Each record below should be repeated precisely as written.

=== Given information ===

• • • • • • •

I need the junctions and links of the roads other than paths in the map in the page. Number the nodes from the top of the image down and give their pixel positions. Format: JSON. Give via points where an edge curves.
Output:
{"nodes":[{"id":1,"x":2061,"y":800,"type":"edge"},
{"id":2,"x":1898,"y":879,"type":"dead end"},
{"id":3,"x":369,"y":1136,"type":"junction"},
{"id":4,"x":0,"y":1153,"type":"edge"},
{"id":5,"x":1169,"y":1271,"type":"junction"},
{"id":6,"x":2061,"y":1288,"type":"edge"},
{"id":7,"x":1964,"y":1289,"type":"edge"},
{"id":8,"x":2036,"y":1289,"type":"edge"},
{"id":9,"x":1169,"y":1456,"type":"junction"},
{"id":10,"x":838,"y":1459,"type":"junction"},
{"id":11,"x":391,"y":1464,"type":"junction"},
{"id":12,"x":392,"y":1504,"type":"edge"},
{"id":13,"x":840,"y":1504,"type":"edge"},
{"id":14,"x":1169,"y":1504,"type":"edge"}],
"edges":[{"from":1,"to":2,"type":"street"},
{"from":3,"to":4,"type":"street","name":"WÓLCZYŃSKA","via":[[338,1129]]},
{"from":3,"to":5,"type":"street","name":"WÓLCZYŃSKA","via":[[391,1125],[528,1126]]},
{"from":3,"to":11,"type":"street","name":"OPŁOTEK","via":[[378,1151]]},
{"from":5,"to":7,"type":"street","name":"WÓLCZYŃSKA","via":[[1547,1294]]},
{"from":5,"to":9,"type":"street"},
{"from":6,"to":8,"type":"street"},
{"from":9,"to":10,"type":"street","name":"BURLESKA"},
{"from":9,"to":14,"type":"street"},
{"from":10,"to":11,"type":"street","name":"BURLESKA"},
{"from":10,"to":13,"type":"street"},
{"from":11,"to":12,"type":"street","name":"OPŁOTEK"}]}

• • • • • • •

=== Response below ===
I need the junctions and links of the roads other than paths in the map in the page. Number the nodes from the top of the image down and give their pixel positions. Format: JSON. Give via points where an edge curves.
Output:
{"nodes":[{"id":1,"x":2061,"y":800,"type":"edge"},
{"id":2,"x":1898,"y":879,"type":"dead end"},
{"id":3,"x":369,"y":1136,"type":"junction"},
{"id":4,"x":0,"y":1153,"type":"edge"},
{"id":5,"x":1169,"y":1271,"type":"junction"},
{"id":6,"x":2061,"y":1288,"type":"edge"},
{"id":7,"x":1964,"y":1289,"type":"edge"},
{"id":8,"x":2036,"y":1289,"type":"edge"},
{"id":9,"x":1169,"y":1456,"type":"junction"},
{"id":10,"x":838,"y":1459,"type":"junction"},
{"id":11,"x":391,"y":1464,"type":"junction"},
{"id":12,"x":392,"y":1504,"type":"edge"},
{"id":13,"x":840,"y":1504,"type":"edge"},
{"id":14,"x":1169,"y":1504,"type":"edge"}],
"edges":[{"from":1,"to":2,"type":"street"},
{"from":3,"to":4,"type":"street","name":"WÓLCZYŃSKA","via":[[338,1129]]},
{"from":3,"to":5,"type":"street","name":"WÓLCZYŃSKA","via":[[391,1125],[528,1126]]},
{"from":3,"to":11,"type":"street","name":"OPŁOTEK","via":[[378,1151]]},
{"from":5,"to":7,"type":"street","name":"WÓLCZYŃSKA","via":[[1547,1294]]},
{"from":5,"to":9,"type":"street"},
{"from":6,"to":8,"type":"street"},
{"from":9,"to":10,"type":"street","name":"BURLESKA"},
{"from":9,"to":14,"type":"street"},
{"from":10,"to":11,"type":"street","name":"BURLESKA"},
{"from":10,"to":13,"type":"street"},
{"from":11,"to":12,"type":"street","name":"OPŁOTEK"}]}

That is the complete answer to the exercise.